Set up an experiment. Find the result.
Move the experiment somewhere else and run it again. You will get the same result.
To do this, you must move all the important parts of the experiment. For example, if you drop a rock on earth, it falls. If you move the experiment out into space, it just floats. To do it right, you would have to move the earth too.
The results would not be exactly the same because gravity from the moon and the sun have a small effect. So you really need to move them too. And if you really get precise, everything in the universe has a small effect. So you need to move the whole universe. And if you do that, how do you know you have moved anything? It gets confusing.
But if you just move the earth and the thing you drop, you would find that nothing about space itself is different in the two places. The difficulty is all in setting up two identical experiments.
If Alice is in a rocket in space with the engine pushing her, she is in an accelerated frame of reference. If she drops a rock, the rock falls toward the back of the rocket.
Alice is using a frame of reference where things are motionless if they keep up with the rocket. She sees herself as motionless and the rock as accelerated.
An inertial frame of reference is one with no forces on it. If Bob is floating in space far from earth, a dropped rock does not move. In this frame, $F=ma$. If he ties a string to the rock and pulls on it, the rock accelerates.
Bob can make sense out of the rocket. He sees Alice and the rock accelerating together. When Alice drops the rock, it is left behind. Alice accelerates ahead of it. You can see how it looks to her like the rock is accelerating toward the back.
To Bob, space is isotropic. Bob can face any direction and get the same result from his experiment. Space has no special direction.
Alice does see a special direction. She has to exert a force toward the front of the rocket to hold the rock motionless. If she stops and lets $F=0$, the rock accelerates toward the back.
Alice finds that space is homogeneous. She gets the same result if she moves to a different place in the rocket and drops the rock. This sounds like splitting hairs. But it is sometimes useful to distinguish between isotropic and homogeneous.
Alice wants to do physics too. She wants to use a law like $F=ma$. But $F=ma$ applies in inertial frames, and Alice is ignoring a force that pushes her and everything she sees forward. To make it work, she has to play a trick. She says a fictitious force is pushing everything back. She adds this force to the force she exerts on the rock. They cancel and the total force is $0$. Now $F=ma$ works.
One of Einstein's great insights was that gravity is a fictitious force just like a rocket engine. This is called the equivalence principle. This is the basis of General Relativity, which is a theory of gravity.
Bob cannot do any experiment that tells him whether his rocket is floating in space or falling off a cliff on Earth.
Alice cannot do any experiment that tells her whether her rocket engine is pushing her forward or if the rocket is sitting on earth with the engine off.
This is a bit confusing, because Bob or Alice can just look out a window. But that doesn't count. The idea is that for the space inside the room, the laws of physics are the same whether the acceleration comes from gravity or a rocket engine.

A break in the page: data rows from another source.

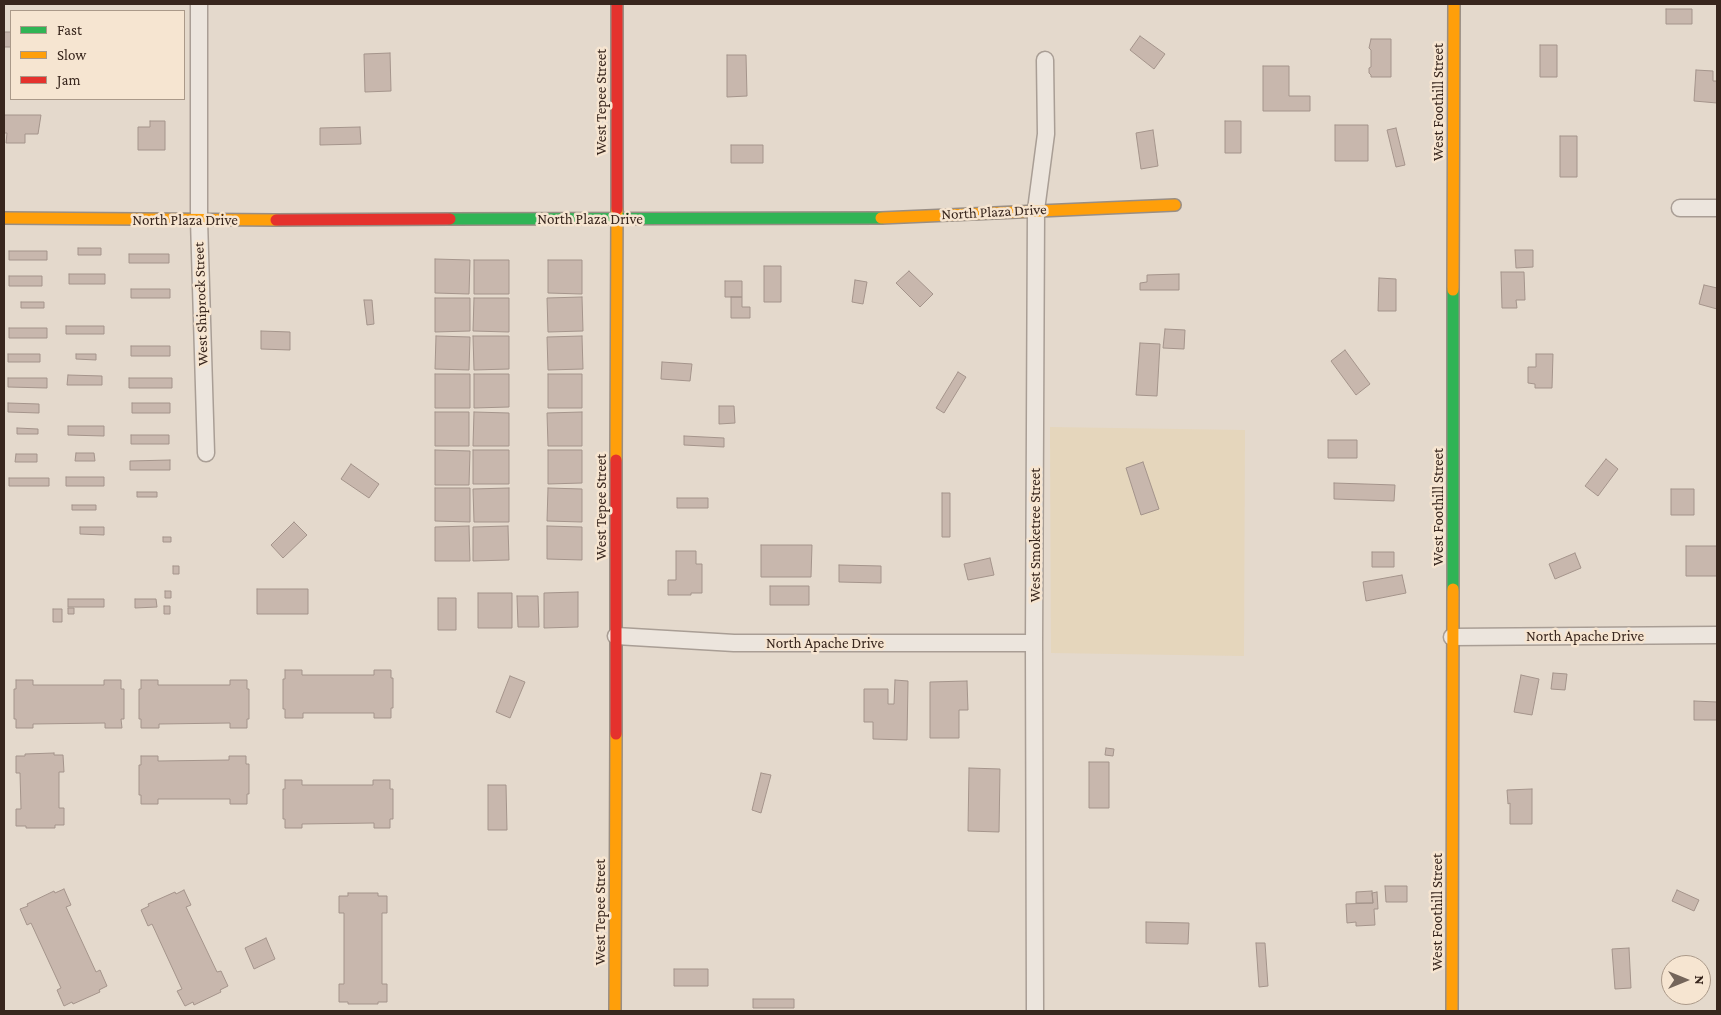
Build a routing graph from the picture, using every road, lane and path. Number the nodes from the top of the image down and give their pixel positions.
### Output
1 (199, 4) edge
2 (617, 4) edge
3 (1454, 4) edge
4 (1045, 60) dead end
5 (1175, 205) dead end
6 (1680, 208) dead end
7 (1717, 208) edge
8 (1036, 210) junction
9 (4, 218) edge
10 (199, 220) junction
11 (616, 220) junction
12 (206, 453) dead end
13 (1717, 635) edge
14 (616, 636) junction
15 (1452, 637) junction
16 (1034, 643) junction
17 (615, 1011) edge
18 (1035, 1011) edge
19 (1452, 1011) edge

1 - 10 street, West Shiprock Street
2 - 11 street, West Tepee Street
3 - 15 street, West Foothill Street
4 - 8 street, West Smoketree Street
5 - 8 street, North Plaza Drive
6 - 7 street
8 - 11 street, North Plaza Drive
8 - 16 street, West Smoketree Street
9 - 10 street, North Plaza Drive
10 - 11 street, North Plaza Drive
10 - 12 street, West Shiprock Street
11 - 14 street, West Tepee Street
13 - 15 street, North Apache Drive
14 - 16 street, North Apache Drive
14 - 17 street, West Tepee Street
15 - 19 street, West Foothill Street
16 - 18 street, West Smoketree Street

So the surface of the Earth is an accelerated frame of reference.
Space near the earth is not homogeneous or isotropic.
If you do not move very far, space is almost the same. But if you go up, the force of gravity gets weaker. If you go to the other side of the world, the special direction changes.
General relativity is not obvious. It might not have been the simplest example of how space can be inhomogeneous in a non-inertial frame of reference.
It took 300 years to get from the discovery of Newton's laws to the discovery of General relativity. For those 300 years, people have been treating space around earth as homogeneous and isotropic. Gravity has been treated as a real force. This all works just fine in ordinary circumstances. You should think this way too.
General relativity is useful because it explains how mass causes gravity. It explains tiny differences between predictions of Newton's laws and experimental results. Starlight is deflected a tiny fraction of a degree as it passes near the surface of the sun. The orbit of mercury is almost but not quite an ellipse. Time runs very slightly slower on earth than in orbit above. It explains effects produced by extremely strong gravity, such as black holes and gravitational waves.